No such website exists. And beyond the bad science and community runaround is the absurd. Under the CEP’s “Future Site Use” section is this confusing scenario:
“Reuse alternatives would likely consider former land uses on the site and clean up. For example, outlying buffer lands and administrative areas where ordnance activities did not occur may be identified for potential residential reuse. The small canyons that served as testing areas could be excavated to bedrock and backfilled with verified clean fill, thereby providing locations to place the roads that would serve residential reuse.”
In other words, DTSC is saying that even after the cleanup, large tracts of Aerojet land won’t be fit for residential development. This begs the question – will DTSC and Aerojet provide future owners a “Do NOT Build Here” map? And why would any prospective proprietors want or have to excavate former bomb and DU projectile testing areas to bedrock and backfill them if the place has been totally remediated and fit for unrestricted use?

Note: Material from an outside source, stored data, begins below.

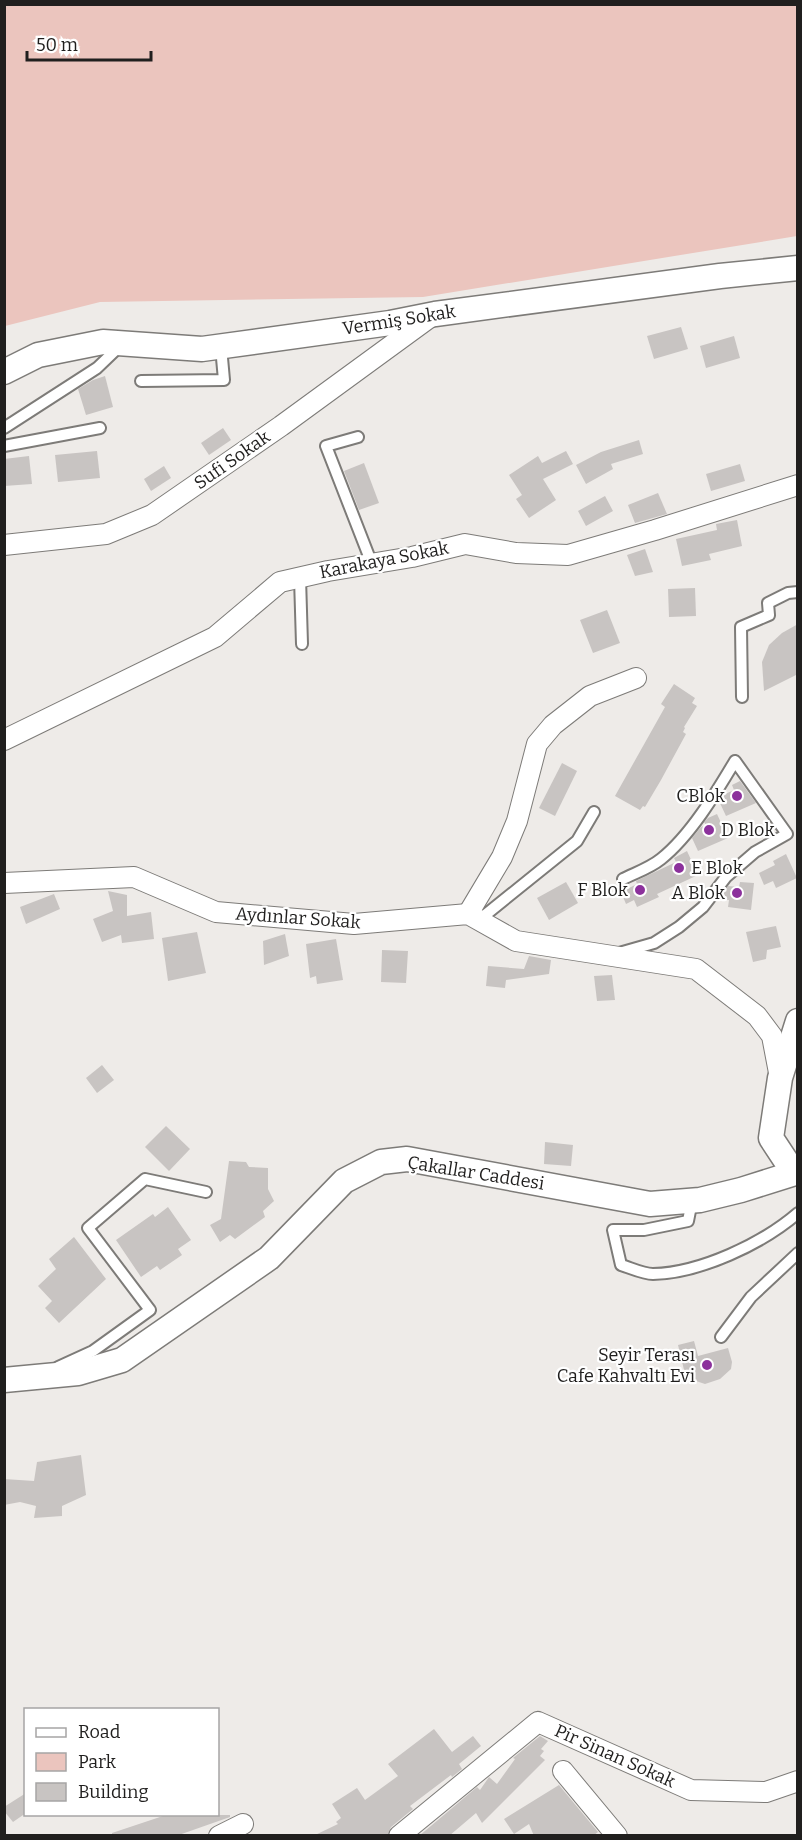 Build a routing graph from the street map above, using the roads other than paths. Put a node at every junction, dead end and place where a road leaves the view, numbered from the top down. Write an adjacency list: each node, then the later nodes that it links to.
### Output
1 (798, 268): 2 (street, Vermiş Sokak)
2 (435, 314): 4 (street, Vermiş Sokak); 12 (street, Sufi Sokak)
3 (122, 344): 4 (street, Vermiş Sokak); 5 (street, Vermiş Sokak); 7 (lane)
4 (221, 347): 6 (lane)
5 (4, 372)
6 (141, 381)
7 (4, 428)
8 (100, 428): 10 (lane)
9 (358, 437): 13 (lane)
10 (4, 446)
11 (798, 485): 13 (street, Karakaya Sokak)
12 (4, 544)
13 (372, 564): 14 (street, Karakaya Sokak)
14 (300, 578): 16 (lane); 19 (street, Karakaya Sokak)
15 (798, 592): 18 (lane)
16 (302, 644)
17 (636, 678): 23 (street)
18 (742, 697)
19 (4, 740)
20 (594, 812): 23 (lane)
21 (623, 879): 24 (lane)
22 (4, 883): 23 (street, Aydınlar Sokak)
23 (473, 917): 24 (street)
24 (610, 956): 26 (street)
25 (798, 1021): 26 (street)
26 (780, 1078): 27 (street)
27 (796, 1173): 29 (street, Çakallar Caddesi)
28 (206, 1192): 33 (lane)
29 (692, 1201): 30 (lane); 33 (street, Çakallar Caddesi)
30 (798, 1213)
31 (798, 1253): 32 (lane)
32 (721, 1337)
33 (33, 1377): 34 (street, Çakallar Caddesi)
34 (4, 1380)
35 (563, 1772): 38 (street)
36 (798, 1781): 40 (street, Pir Sinan Sokak)
37 (243, 1824): 39 (street)
38 (614, 1834)
39 (219, 1836)
40 (399, 1836)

Perhaps to add levity to this string of uncertainties, DTSC recommends building roads on canyons of fill regardless of drainage or soil settling issues. All of this nonsense is in one paragraph on the most important part of Aerojet Rocketdyne Chino Hills issue – the future.
Showdown in Chino Hills
The public’s last chance to comment to the DTSC on one of the last iterations of the ongoing cleanup passed June 13. Even with an added two week comment period extension, some longtime community activists were unclear as to just how high the stakes are.
A DTSC Aerojet community meeting April 11 did little but generate a local paper’s slant reflected in its headline that the Aerojet meeting revisits old fears. The intimation was that the only problem with the place was people’s perceptions of it, not the depleted uranium, unexploded munitions and gooey uranium. Not everybody was fooled.

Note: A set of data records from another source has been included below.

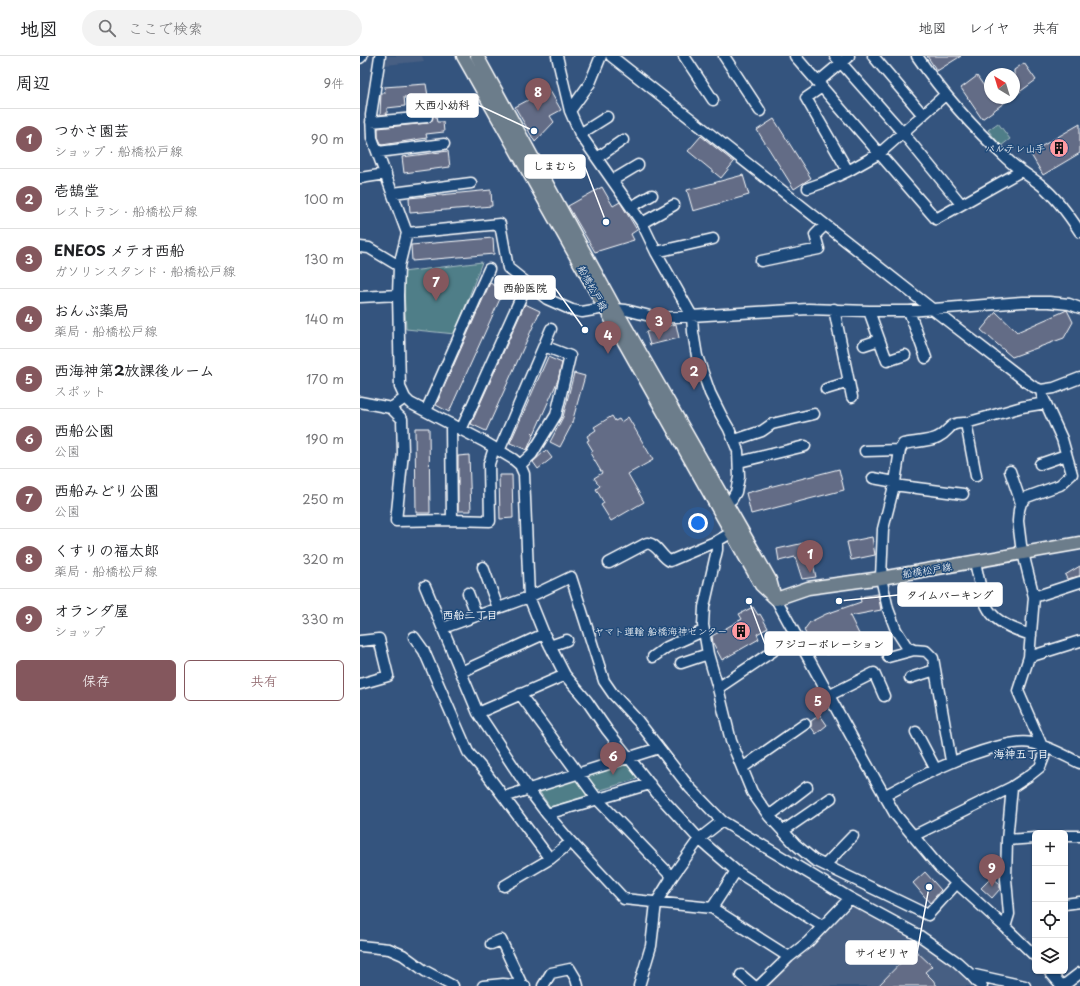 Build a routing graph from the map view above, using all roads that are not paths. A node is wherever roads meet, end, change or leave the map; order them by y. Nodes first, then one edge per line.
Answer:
1 (380, 56) edge
2 (463, 56) edge
3 (476, 56) edge
4 (557, 56) edge
5 (601, 56) edge
6 (611, 56) edge
7 (684, 56) edge
8 (724, 56) edge
9 (795, 56) edge
10 (873, 56) edge
11 (917, 56) edge
12 (842, 58) edge
13 (820, 84) junction
14 (945, 95) junction
15 (713, 100) dead end
16 (570, 111) junction
17 (760, 111) dead end
18 (923, 115) junction
19 (607, 116) dead end
20 (427, 117) dead end
21 (371, 122) junction
22 (903, 133) junction
23 (580, 134) junction
24 (623, 140) dead end
25 (444, 144) dead end
26 (378, 152) junction
27 (880, 153) junction
28 (597, 158) junction
29 (638, 164) dead end
30 (848, 171) junction
31 (1021, 171) junction
32 (386, 174) junction
33 (360, 178) edge
34 (613, 180) junction
35 (471, 183) dead end
36 (808, 188) dead end
37 (393, 193) junction
38 (652, 195) dead end
39 (961, 204) junction
40 (674, 205) dead end
41 (631, 207) junction
42 (642, 222) junction
43 (825, 225) junction
44 (1080, 232) edge
45 (407, 233) junction
46 (713, 239) dead end
47 (360, 247) edge
48 (656, 252) junction
49 (761, 261) dead end
50 (399, 266) junction
51 (489, 269) dead end
52 (398, 295) junction
53 (522, 295) dead end
54 (360, 297) edge
55 (931, 308) junction
56 (1080, 308) edge
57 (610, 309) junction
58 (834, 309) junction
59 (869, 311) junction
60 (909, 311) junction
61 (692, 316) junction
62 (551, 329) dead end
63 (879, 340) junction
64 (864, 345) dead end
65 (544, 346) junction
66 (905, 355) dead end
67 (926, 358) dead end
68 (1080, 378) edge
69 (849, 382) junction
70 (826, 389) dead end
71 (1041, 390) junction
72 (852, 397) dead end
73 (405, 398) junction
74 (360, 402) edge
75 (1046, 403) junction
76 (391, 408) junction
77 (426, 411) junction
78 (814, 414) dead end
79 (966, 423) junction
80 (451, 424) junction
81 (461, 430) junction
82 (735, 440) junction
83 (805, 446) dead end
84 (497, 450) junction
85 (900, 450) junction
86 (865, 451) dead end
87 (1066, 455) junction
88 (739, 462) junction
89 (1040, 464) dead end
90 (520, 465) junction
91 (1010, 471) dead end
92 (1076, 471) edge
93 (976, 476) dead end
94 (874, 478) dead end
95 (895, 484) junction
96 (964, 494) dead end
97 (726, 502) junction
98 (1022, 503) junction
99 (452, 520) junction
100 (731, 533) junction
101 (717, 541) junction
102 (1080, 543) edge
103 (1023, 554) junction
104 (975, 562) junction
105 (609, 563) dead end
106 (483, 567) dead end
107 (882, 578) junction
108 (1080, 582) edge
109 (425, 586) dead end
110 (468, 593) dead end
111 (529, 597) junction
112 (1034, 597) junction
113 (776, 599) junction
114 (498, 608) junction
115 (477, 616) junction
116 (443, 628) junction
117 (703, 631) junction
118 (544, 634) junction
119 (1031, 635) junction
120 (414, 637) dead end
121 (567, 640) dead end
122 (1080, 641) edge
123 (360, 642) edge
124 (550, 646) junction
125 (914, 650) junction
126 (773, 651) dead end
127 (708, 654) junction
128 (652, 657) dead end
129 (888, 657) dead end
130 (1028, 657) junction
131 (681, 663) dead end
132 (935, 670) junction
133 (461, 672) junction
134 (565, 675) junction
135 (910, 678) dead end
136 (360, 684) edge
137 (718, 688) junction
138 (520, 694) junction
139 (828, 696) junction
140 (884, 696) dead end
141 (478, 713) junction
142 (805, 724) dead end
143 (916, 732) dead end
144 (1042, 746) junction
145 (659, 748) junction
146 (629, 758) junction
147 (951, 761) junction
148 (1080, 763) edge
149 (742, 768) junction
150 (935, 768) junction
151 (578, 774) junction
152 (650, 784) junction
153 (807, 787) dead end
154 (1012, 787) junction
155 (529, 790) junction
156 (884, 796) junction
157 (504, 798) junction
158 (831, 798) dead end
159 (597, 800) junction
160 (547, 814) junction
161 (769, 816) junction
162 (722, 822) junction
163 (783, 832) junction
164 (853, 836) dead end
165 (912, 836) junction
166 (1068, 836) edge
167 (1080, 836) edge
168 (1032, 838) edge
169 (699, 839) junction
170 (1007, 840) junction
171 (571, 842) junction
172 (550, 859) junction
173 (825, 865) junction
174 (736, 871) junction
175 (672, 877) junction
176 (956, 884) junction
177 (504, 886) dead end
178 (850, 898) junction
179 (1080, 902) edge
180 (656, 903) junction
181 (1068, 904) edge
182 (712, 908) junction
183 (822, 926) junction
184 (1005, 926) junction
185 (491, 944) dead end
186 (360, 946) edge
187 (1032, 953) edge
188 (789, 957) junction
189 (1080, 973) edge
190 (970, 974) junction
191 (1052, 974) edge
192 (741, 976) dead end
193 (453, 986) edge
194 (483, 986) edge
195 (524, 986) edge
196 (543, 986) edge
197 (578, 986) edge
198 (639, 986) edge
199 (754, 986) edge
200 (759, 986) edge
201 (982, 986) edge
202 (1025, 986) edge
203 (1062, 986) edge

1 - 21 street
2 - 57 main road, 船橋松戸線
3 - 57 main road, 船橋松戸線
4 - 16 street
5 - 16 street
6 - 43 street
7 - 15 street
8 - 17 street
9 - 13 street
10 - 18 street
11 - 14 street
12 - 13 street
12 - 22 street
13 - 27 street
13 - 30 street
14 - 18 street
14 - 31 street
16 - 23 street
18 - 22 street
19 - 23 street
20 - 21 street
21 - 26 street
22 - 27 street
22 - 39 street
23 - 28 street
24 - 28 street
25 - 26 street
26 - 32 street
27 - 30 street
27 - 39 street
28 - 34 street
29 - 34 street
30 - 36 street
31 - 39 street
31 - 44 street
32 - 33 street
32 - 37 street
34 - 41 street
35 - 37 street
37 - 45 street
38 - 41 street
40 - 42 street
41 - 42 street
42 - 48 street
43 - 49 street
43 - 55 street
45 - 50 street
45 - 57 street
46 - 48 street
47 - 50 street
48 - 61 street
50 - 52 street
51 - 77 street
52 - 54 street
52 - 73 street
53 - 81 street
55 - 56 street
55 - 60 street
55 - 71 street
57 - 61 street
57 - 97 main road, 船橋松戸線
57 - 100 main road, 船橋松戸線
58 - 59 street
58 - 61 street
58 - 69 street
59 - 60 street
59 - 63 street
60 - 67 street
61 - 82 street
62 - 65 street
63 - 64 street
63 - 66 street
65 - 84 street
65 - 90 street
68 - 71 street
69 - 70 street
69 - 72 street
71 - 75 street
73 - 76 street
73 - 77 street
74 - 76 street
75 - 79 street
75 - 87 street
76 - 99 street
77 - 80 street
78 - 82 street
79 - 85 street
79 - 93 street
80 - 81 street
80 - 99 street
81 - 84 street
82 - 88 street
83 - 88 street
84 - 90 street
84 - 99 street
85 - 86 street
85 - 95 street
87 - 89 street
87 - 92 street
88 - 97 street
90 - 111 street
91 - 98 street
92 - 98 street
94 - 95 street
95 - 96 street
95 - 107 street
97 - 113 main road, 船橋松戸線
98 - 103 street
100 - 101 street
100 - 113 main road, 船橋松戸線
101 - 105 street
101 - 117 street
102 - 103 main road, 船橋松戸線
103 - 104 main road, 船橋松戸線
103 - 112 street
104 - 107 main road, 船橋松戸線
104 - 119 street
106 - 114 street
107 - 113 main road, 船橋松戸線
107 - 125 street
108 - 112 street
109 - 116 street
110 - 115 street
111 - 114 street
111 - 118 street
111 - 145 street
112 - 119 street
113 - 139 street
114 - 115 street
115 - 116 street
116 - 133 street
117 - 127 street
117 - 128 street
118 - 124 street
118 - 133 street
119 - 130 street
120 - 157 street
121 - 124 street
122 - 130 street
123 - 136 street
124 - 134 street
125 - 129 street
125 - 132 street
126 - 137 street
127 - 131 street
127 - 137 street
130 - 144 street
132 - 135 street
132 - 147 street
133 - 141 street
134 - 138 street
134 - 146 street
137 - 149 street
138 - 141 street
138 - 151 street
139 - 140 street
139 - 156 street
141 - 155 street
142 - 149 street
143 - 150 street
144 - 147 street
144 - 148 street
144 - 154 street
145 - 146 street
145 - 162 street
146 - 151 street
146 - 152 street
147 - 150 street
149 - 161 street
150 - 156 street
151 - 155 street
151 - 159 street
152 - 159 street
152 - 169 street
153 - 161 street
154 - 165 street
154 - 170 street
155 - 157 street
155 - 160 street
156 - 165 street
157 - 172 street
158 - 163 street
159 - 160 street
159 - 175 street
160 - 171 street
161 - 163 street
162 - 169 street
162 - 178 street
163 - 173 street
164 - 173 street
165 - 176 street
166 - 167 street
168 - 170 street
169 - 174 street
169 - 175 street
170 - 184 street
171 - 172 street
171 - 180 street
172 - 177 street
173 - 176 street
174 - 182 street
174 - 183 street
175 - 180 street
176 - 184 street
178 - 183 street
178 - 190 street
179 - 181 street
180 - 182 street
180 - 198 street
182 - 188 street
183 - 188 street
184 - 187 street
185 - 195 street
186 - 193 street
188 - 200 street
189 - 203 street
190 - 201 street
190 - 202 street
191 - 203 street
192 - 199 street
194 - 195 street
196 - 197 street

“We’ve really been intrigued with your reports regarding Aerojet,” wrote Chrisanne Goodwin to EnviroReporter.com May 24. Goodwin’s a board member of Hope for the Hills, a Chino Hills community group which defeated efforts to run high tension wires through the city in 2013. “We are concerned about the DTSC cleanup efforts at the Aerojet facility in Chino Hills.”
Goodwin has good reason to be concerned considering the rotten reputation the department has earned for itself in the area. A June 12 San Bernardino County Sun piece called Department of Toxic Substances Control flunks community relations exposed just how mistrusted DTSC is in the area. “There is such a deep-seated distrust of DTSC at this point, it’s hard to believe the agency could do anything to make it worse,” the science and nature news article read. “But it has.”

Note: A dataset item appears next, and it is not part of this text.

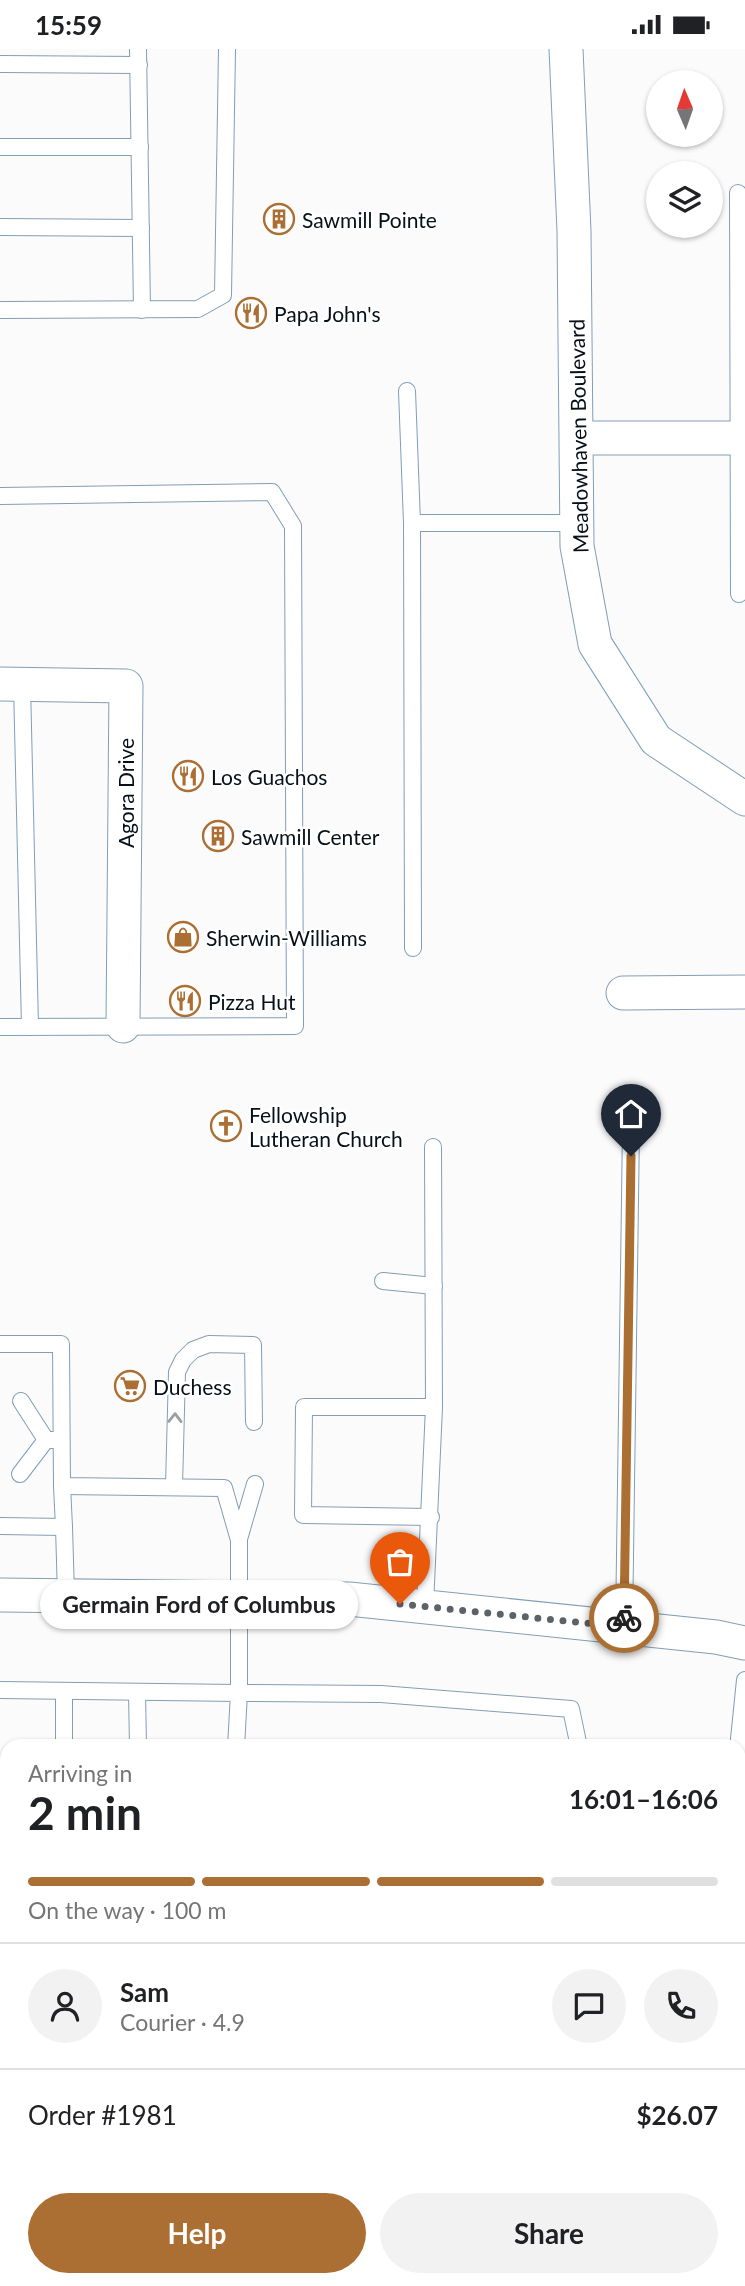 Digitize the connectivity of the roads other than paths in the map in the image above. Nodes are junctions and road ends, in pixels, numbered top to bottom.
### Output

Even before this EnviroReporter.com exposé hits the virtual newspaper racks, a deep-seated distrust of DTSC over Aerojet Rocketdyne Chino Hills has been forming. Longtime community activists like Hope for the Hills member Dana J. Lamb, who submitted comments before the deadline, aren’t buying DTSC’s line that all’s okay at Aerojet.
“What has emerged recently is that in an effort to profit from the land that Aerojet littered with radioactive and poisonous munitions, new facts are emerging about the questionable criteria of their cleanup procedures and its impact on our land and water tables,” Lamb wrote to DTSC June 12 and subsequently published on the Chino Hills Aerojet Facebook page. “Even more alarming is the number of families who have lost family members to cancer and moved out of the area to avoid losing more of their loved ones. I am writing you to let you know that I am a board member of a community watchdog organization that is researching every aspect of this area going back to the 1950’s.”
The strength and clout of the Chino Hills community has grown exponentially since EnviroReporter.com began covering Aerojet 16 years ago. It will need every ounce of energy and pound of clout to roll back the dictums of DTSC. Even considering the formidable odds, the people of Chino Hills just might have the moxie to succeed.